Em tempos de economia globalizada, em que se acirra a competição para a manutenção de mercados cativos e a ampliação dos horizontes comerciais das empresas em geral, e sobretudo das transnacionais, os investimentos em modernização de equipamentos e técnicas produtivas, de distribuição, etc., são impostergáveis. E o Governo Federal, na qualidade de acionista majoritário da Vale, simplesmente não tem esses recursos. Os tempos mudaram: o Estado-empresário cede lugar ao Estado-social, ou seja, a preocupação deixa de ser a produção de bens e serviços de valor econômico (alienáveis, com o objetivo de obter lucro), para voltar-se à prestação de serviços ao cidadão, nas suas necessidades mais elementares de bem-estar: educação, moradia, saúde, saneamento e segurança. Não faz mais muito sentido, nos tempos atuais, a manutenção do Estado-empresário, como nos anos 60 e 70. A iniciativa privada tem respondido bem aos novos desafios da economia globalizada.

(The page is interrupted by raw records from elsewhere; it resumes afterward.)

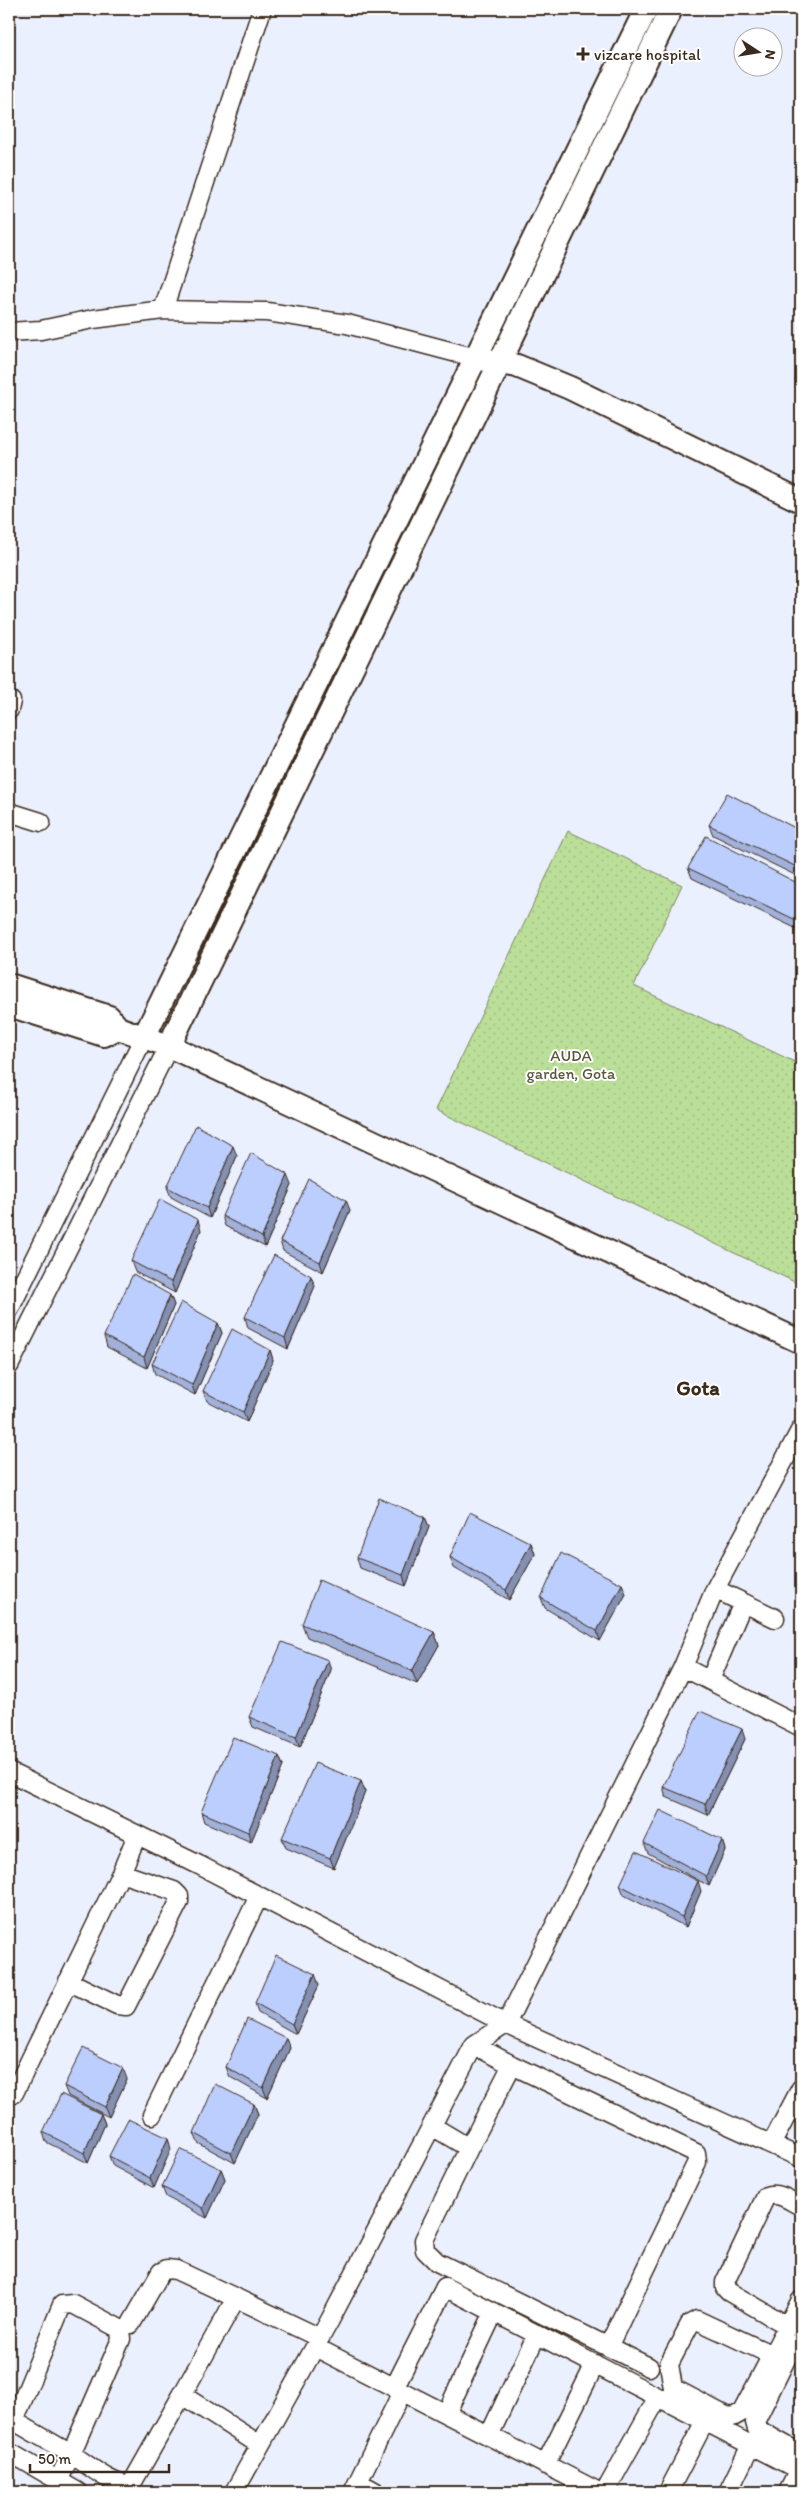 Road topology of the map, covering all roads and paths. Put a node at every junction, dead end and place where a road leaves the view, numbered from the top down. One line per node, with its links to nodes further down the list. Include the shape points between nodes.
1 (262, 9): 4 (street)
2 (646, 9): 6 (street)
3 (670, 9): 7 (street)
4 (163, 310): 5 (street, via 92,319 41,330); 6 (street, via 267,312 338,323)
5 (9, 332)
6 (476, 358): 7 (street); 14 (street)
7 (499, 362): 8 (street, via 570,388); 15 (street)
8 (801, 501)
9 (9, 812): 10 (street)
10 (41, 822)
11 (9, 985): 13 (street, via 109,1017)
12 (9, 1005): 13 (street, via 104,1035)
13 (118, 1028): 14 (street)
14 (144, 1037): 15 (street); 16 (street)
15 (169, 1046): 17 (street); 18 (street)
16 (9, 1310)
17 (801, 1342)
18 (9, 1366)
19 (801, 1429): 20 (street)
20 (715, 1590): 21 (street); 23 (street)
21 (743, 1603): 22 (street); 24 (street)
22 (775, 1618)
23 (683, 1667): 24 (street); 31 (street)
24 (710, 1680): 25 (street)
25 (801, 1728)
26 (9, 1772): 27 (street)
27 (137, 1835): 28 (street); 29 (street)
28 (121, 1873): 30 (street); 30 (street, via 174,1891 179,1902 126,2006 116,2005)
29 (259, 1896): 31 (street); 36 (street)
30 (68, 1981): 35 (street)
31 (506, 2024): 32 (street); 39 (street)
32 (474, 2045): 33 (street); 38 (street)
33 (512, 2065): 40 (street); 51 (street, via 696,2153 697,2162)
34 (801, 2088): 37 (street)
35 (14, 2093)
36 (152, 2115)
37 (795, 2115): 39 (street)
38 (432, 2126): 40 (street); 49 (street)
39 (772, 2143): 41 (street)
40 (469, 2148): 51 (street, via 424,2240 425,2250 437,2262)
41 (801, 2158)
42 (801, 2206): 47 (street, via 779,2195 766,2196 725,2288)
43 (236, 2298): 46 (street, via 176,2270 167,2269 161,2272); 49 (street); 56 (street)
44 (801, 2300): 47 (street)
45 (494, 2312): 48 (street); 55 (street, via 445,2287); 58 (street)
46 (131, 2324)
47 (788, 2326): 52 (street)
48 (537, 2334): 53 (street); 61 (street)
49 (317, 2342): 55 (street); 62 (street)
50 (801, 2343): 67 (street, via 793,2345 755,2422 758,2429)
51 (608, 2347): 54 (street)
52 (772, 2355): 52 (street, via 742,2412 734,2417 726,2416 673,2388 669,2364 690,2324 697,2320)
53 (595, 2364): 57 (street); 66 (street)
54 (649, 2367)
55 (398, 2390): 58 (street); 69 (street)
56 (182, 2395): 62 (street); 65 (street, via 131,2485 112,2479)
57 (658, 2397): 59 (street); 74 (street)
58 (446, 2414): 61 (street)
59 (705, 2421): 63 (street); 75 (street)
60 (12, 2425): 65 (street); 65 (street, via 62,2305 73,2304 108,2321 120,2329 121,2339)
61 (489, 2436): 66 (street)
62 (260, 2445): 71 (street)
63 (751, 2445): 67 (street); 76 (street)
64 (9, 2452): 68 (street)
65 (71, 2454): 68 (street)
66 (545, 2465): 73 (street)
67 (800, 2465): 77 (street)
68 (58, 2481): 70 (street)
69 (355, 2487): 72 (street)
70 (78, 2492)
71 (234, 2492)
72 (376, 2492)
73 (599, 2492)
74 (605, 2492)
75 (668, 2492)
76 (728, 2492)
77 (788, 2492)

Privatizada, a Vale ganhará em flexibilidade operacional, competitividade e eficiência (como aconteceu com a própria CSN, privatizada há alguns anos). Com isso, ela, por certo, gerará maiores Vendas, maiores lucros e, por via de conseqüência, maiores impostos, o que será benéfico para o Estado, que ora aliena as ações. Poderá, até, gerar mais empregos, no devido tempo.

No frigir de tudo, o país tem outros problemas, até mais importantes do que o processo de privatização de empresas estatais: escolas e hospitais sucateados, estradas esburacadas, insegurança metropolitana, estabelecimento de políticas de geração de empregos, sem contar as reformas institucionais, que tem evoluído em velocidade menor que a desejável.

Virada a página da Vale, que o Brasil vá em direção ao seu grande e irreversível destino. Sucesso e longa vida para a Vale.